Duggan reminded people that this was a temporary repair because they were working to eventually add to the sea wall, which is a more complicated project.
Detroit Department of Water and Waste Chief Engineer Palencia Mobley took over to talk about the project.
He said the city was a temporary dam that would fight rising sea water and canals, and also protect wet weather treatment facilities.
Mobley added that last year, nearly 7 billion gallons of river and storm water flow to the treatment facility, and the pump was not designed to work 24 hours.
The tube is filled with water and connected together smoothly.
This is a preventative measure, adding that the surface of the Great Lakes water will rise higher than last year.
He spoke of flooding around this time last year in the Jefferson-Chalmers Neighborhood when high river levels passed through the sea wall.
He said they came up with a plan called Tiger Dam, around the $ 3 million project.
They brought 28 city employees on April 10 with masks and temperature checks, saying “they cannot wait until the pandemic ends or we will lose many homes in Jefferson-Chalmers due to flooding.
Duggan said they had to do it in mid-May.
Duggan said that on Monday, more than 400 Detroit City employees will return to work to do road, water and sewer works, spare parts maintenance and more.
Duggan said he was worried about this weekend because the weather was very good. He said he was on a call with a police commander who was ready for very strong enforcement this weekend.
According to Duggan, all the good news with numbers will be hurriedly canceled if people gather in large groups in the neighborhood, parks, etc.
He said people have enjoyed the park in the right way for now.
Duggan said that they tested more than 1,000 people on the State Fairgrounds website for the first time, and that the company now gets workers tested as they prepare to reopen.
The word hospital system and our health care system must again explain to patients they are running a very good system.

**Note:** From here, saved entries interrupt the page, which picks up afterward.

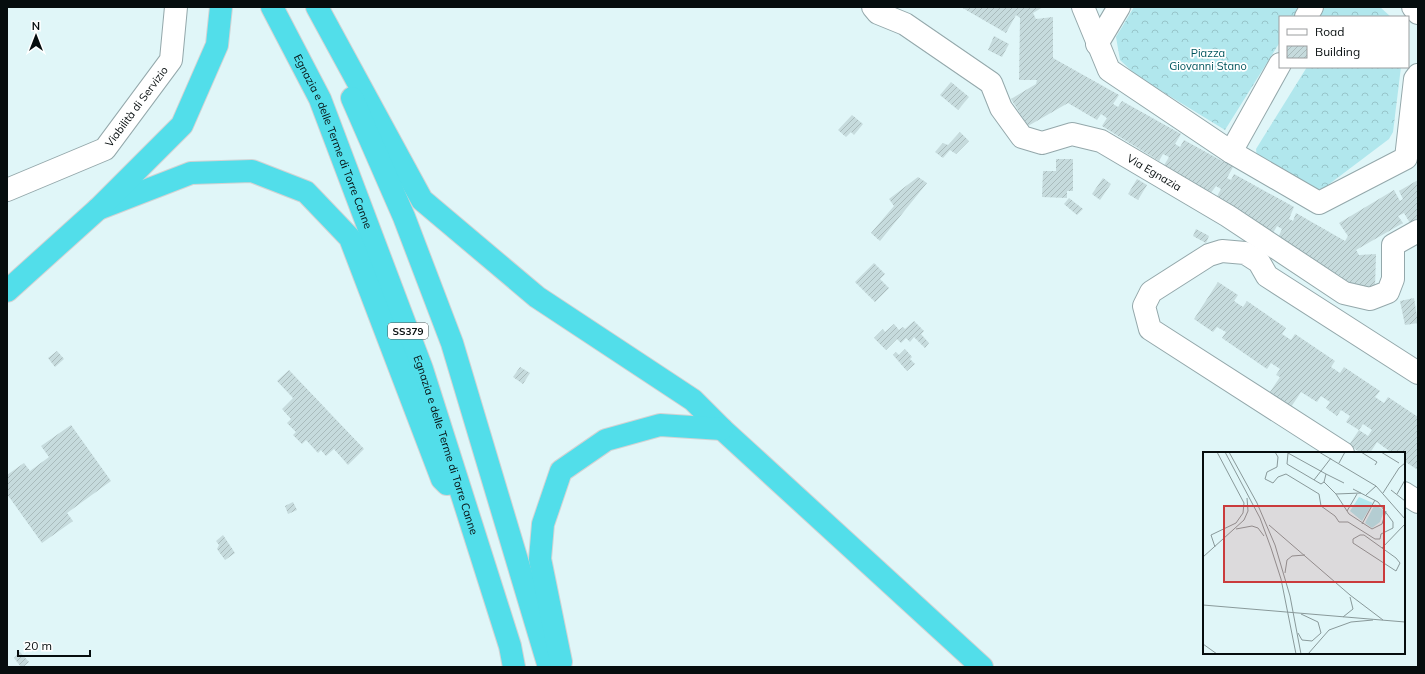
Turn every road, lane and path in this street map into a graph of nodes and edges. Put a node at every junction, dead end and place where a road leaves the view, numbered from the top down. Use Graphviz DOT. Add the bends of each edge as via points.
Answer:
graph roads {
  1 [pos="176,7"];
  2 [pos="221,7"];
  3 [pos="272,7"];
  4 [pos="312,7"];
  5 [pos="317,7"];
  6 [pos="873,7"];
  7 [pos="1083,7"];
  8 [pos="1119,7"];
  9 [pos="1312,7"];
  10 [pos="1413,7"];
  11 [pos="1418,13"];
  12 [pos="1307,16"];
  13 [pos="1097,44"];
  14 [pos="1279,66"];
  15 [pos="1418,74"];
  16 [pos="1231,152"];
  17 [pos="7,190"];
  18 [pos="98,209"];
  19 [pos="1418,231"];
  20 [pos="7,291"];
  21 [pos="1415,365"];
  22 [pos="722,429"];
  23 [pos="1341,452"];
  24 [pos="1405,494"];
  25 [pos="464,502"];
  26 [pos="1418,502"];
  27 [pos="514,667"];
  28 [pos="549,667"];
  29 [pos="562,667"];
  30 [pos="982,667"];
  1 -- 17 [label="street, Viabilità di Servizio" via="171,60 105,149"];
  2 -- 18 [label="highway" via="217,45 182,125"];
  3 -- 25 [label="highway, Egnazia e delle Terme di Torre Canne / SS379" via="320,99 422,369"];
  4 -- 28 [label="highway, SS379" via="404,218 452,343"];
  5 -- 22 [label="highway" via="422,200 537,298 693,400"];
  6 -- 19 [label="street, Via Egnazia" via="878,13 905,24 991,83 1001,108 1022,137 1042,144 1072,134 1101,141 1228,216 1344,293 1370,300 1388,292 1393,279 1393,245"];
  7 -- 13 [label="street"];
  8 -- 13 [label="street"];
  9 -- 12 [label="street"];
  10 -- 11 [label="street"];
  13 -- 16 [label="street" via="1109,70"];
  14 -- 16 [label="street"];
  15 -- 16 [label="street" via="1415,79 1406,158 1319,203"];
  18 -- 20 [label="highway"];
  18 -- 25 [label="highway" via="191,173 252,171 306,192 350,238 442,479"];
  21 -- 23 [label="street" via="1267,276 1259,262 1245,252 1222,251 1209,255 1151,292 1144,306 1150,329"];
  22 -- 29 [label="highway" via="660,425 606,440 561,471 543,524 540,558"];
  22 -- 30 [label="highway"];
  24 -- 26 [label="street"];
  25 -- 27 [label="highway, Egnazia e delle Terme di Torre Canne / SS379" via="510,646"];
}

He said the hospital needs to remind you that you can enter the hospital system and stay safe.
Duggan said that the number of vacant hospital beds now reached 800, up from 700 the previous day. He said an empty bed was something he had never seen in his life.
Duggan shows how the number of deaths from week to week decreases very quickly.
He said that the number that continues to grow is death in nursing homes. Up to 233 residents of nursing homes and three staff members.
“Before this ends, we will find ¼ up to 1/3 of deaths in the city occur in nursing homes,” he said.
Duggan said that there were 1,045 deaths in the city, up from 1,036 yesterday, only 9 more.
“The lowest number we have had in a long time,” he said.
He said part of that was reflected in the fact that they did not get an older death certificate.
Additional Coronavirus information and resources:
Click here for a page with resources including an overview of COVID-19 from the CDC, details of cases in Michigan, Governor Gretchen Whitmer’s timetable since the outbreak, coronavirus impact in Southeast Michigan, and links to further information from the Michigan Department of Health and Human Services, the CDC and WHO.
See a global coronavirus tracker with data from Johns Hopkins University.